Wednesday, April 22, 2009

The Annoyance of Arrogance

As one gets older height is not the only thing that changes. As you grow, your arrogance also grows. Freshman in high school--if I walk fast with my head down no one will see me. Senior in high school--everyone better stay out of my way while I strut (slowly) down the hallway. Not to gender stereotype but the ones who strut the most are males (we females already know we're great, we don't need to strut). One such male annoys the crap out of me: walking around with shoulders back showing off "muscle." I don't even think he has muscle, it's fat--don't try to tell him that. Then again, if there is no hope for your brain (with this particular specimen this is the case), might as well work on your brawn.

Tuesday, April 14, 2009

The Seed

“Don’t push that button.” If one sees a sign emphatically proclaiming not to touch something what is the first thing that you want to do? Touch the button. Why do you think all of the dancing dogs, snowman, cats or hamsters at the mall never work by the time you press the little red button? Because someone else used all the batteries before you got there. So, what do you do with a jar that warns, “This seed should never, never be planted.” Plant the seed. The secret is, don’t plant the seed in your yard, plant it in your neighbors and if a man-eating plant, vegetable, or flower terrorizes them, who cares, at least it isn’t you.

Friday, April 3, 2009

The Thin Line

Everyone has heard and reheard the broken record preaching about the thin line separating love and hate. What about the thin line separating masochists from people that have pride over the fact they overcome obstacles? They are one in the same, two peas in a pod, two of a kind...yada yada yada. Masochists are people who enjoy pain; overcomers are happy to beat the pain. The middleman: both groups use pain to make them happy. You can try to hide from the truth, but face it--you're a masochist/overcomer.

Thursday, April 2, 2009

Look Mom, I can type with two hands!

FREEDOM. Sweet, sweet freedom. Today, at exactly 1:03pm my incarceration by cast ended. Now I can type with two hands so all you typing wunderkinds better beware of my speed typing. The month of cast time may seem like nothing but I had to type three Friant essays and ten gender studies journals mano y nada. The downside is that my free hand is so angry at me for hurting and imprisoning it that it has decided to punish me. How can a hand punish its owner? Just look at it and see the dead skin peeling and falling off--not unlike the hair off a prematurely balding man's head.

Wednesday, April 1, 2009

Desperation Smells Like An Essay

Right now I should be writing a Friant paper that's due tomorrow...yet I'm writing here. What does that say about Friant's essays? I can't stand them because so far it's taken me an hour and a half to pick the poem and write a paragraph and a half. Looks like there's a long night ahead. What's the point if he doesn't read them for content? And just once I would like a positive comment, not much, even a generic "good job" would do, anything is better than the red marks scouring every one of my proofread sentences. Seventeen more sentences to go--only two continents and a world away.

The Bane Of My Existence

PHYSICS. IS. NOT. FUN. I don't care if the alliteration is catchy or the teacher is popular; physics is the most frustrating class I've ever had (although not the most frustrating teacher). I always fail and not from lack of trying. My partner and I just received a 74% on a test we thought we did really good on. Then again, at this point just passing is an accomplishment. All through physics period(s) at least one hundred expletives scream through my head like the shrill laughter of someone who won't be named but rides my bus. I swear if one more person smiles down at me about a bad physics grade or makes an unfunny joke, I might have to hurt them. Now I really know what crazy is: the students who take AP physics.

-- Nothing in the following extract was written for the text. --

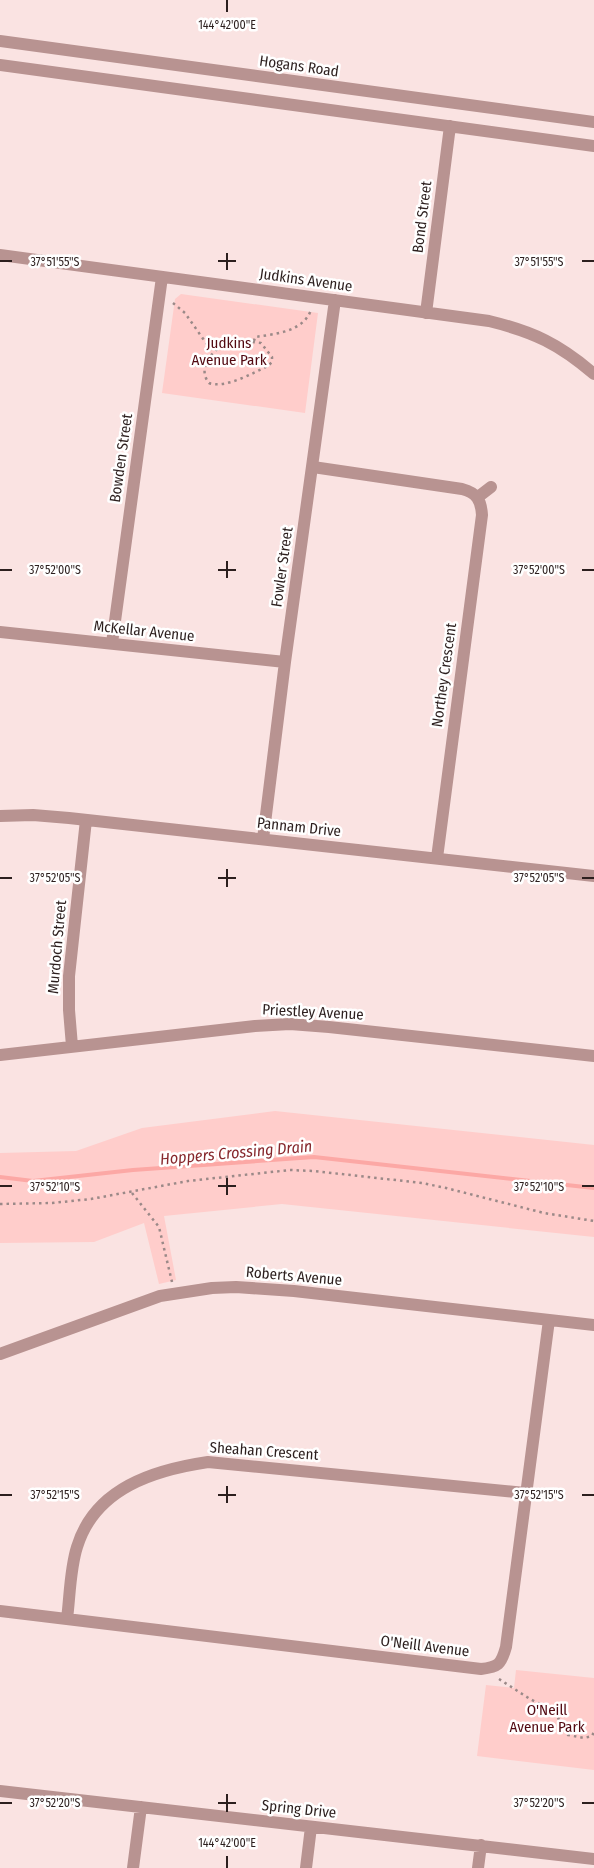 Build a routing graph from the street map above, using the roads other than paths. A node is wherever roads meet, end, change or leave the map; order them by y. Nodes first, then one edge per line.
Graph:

My "Five" Course Breakfasts

No on ever says this, but, sometimes I wish I lived in China. Why would I want to live in China (aside from the fact they actually make their own products)? Simple. They have a law where a couple can only have one kid. Meaning: no siblings. This morning, like every morning, my brother wanted to get out of the house early to be at school a half hour before school even starts. Who does that? I wouldn't want anyone to get the idea that I'm an overachiever (overachievers make it harder for all us normal people). My brother gets angry when I eat breakfast because, according to him, I take to long eating a "five" course breakfast. Today, I had a half a grapefruit and a piece of toast. How is that five course? Where is the bacon, eggs, sausage and pancakes? What he really means is that since I'm the only one in the house who actually eats breakfast that I shouldn't eat. The problem is I love breakfast--the breakfast commercial on TV always makes me dance (it has spoons, forks, and plates dancing and singing about the wonders of breakfast). I would like to point out that it is absolutely none of my brother's business what I eat or don't eat in the morning. I need to give my metabolism a boost in the morning. If I don't I would be the same as every other--excuse the stereotype--girl trying to lose weight by not eating the most amazing meal of the day.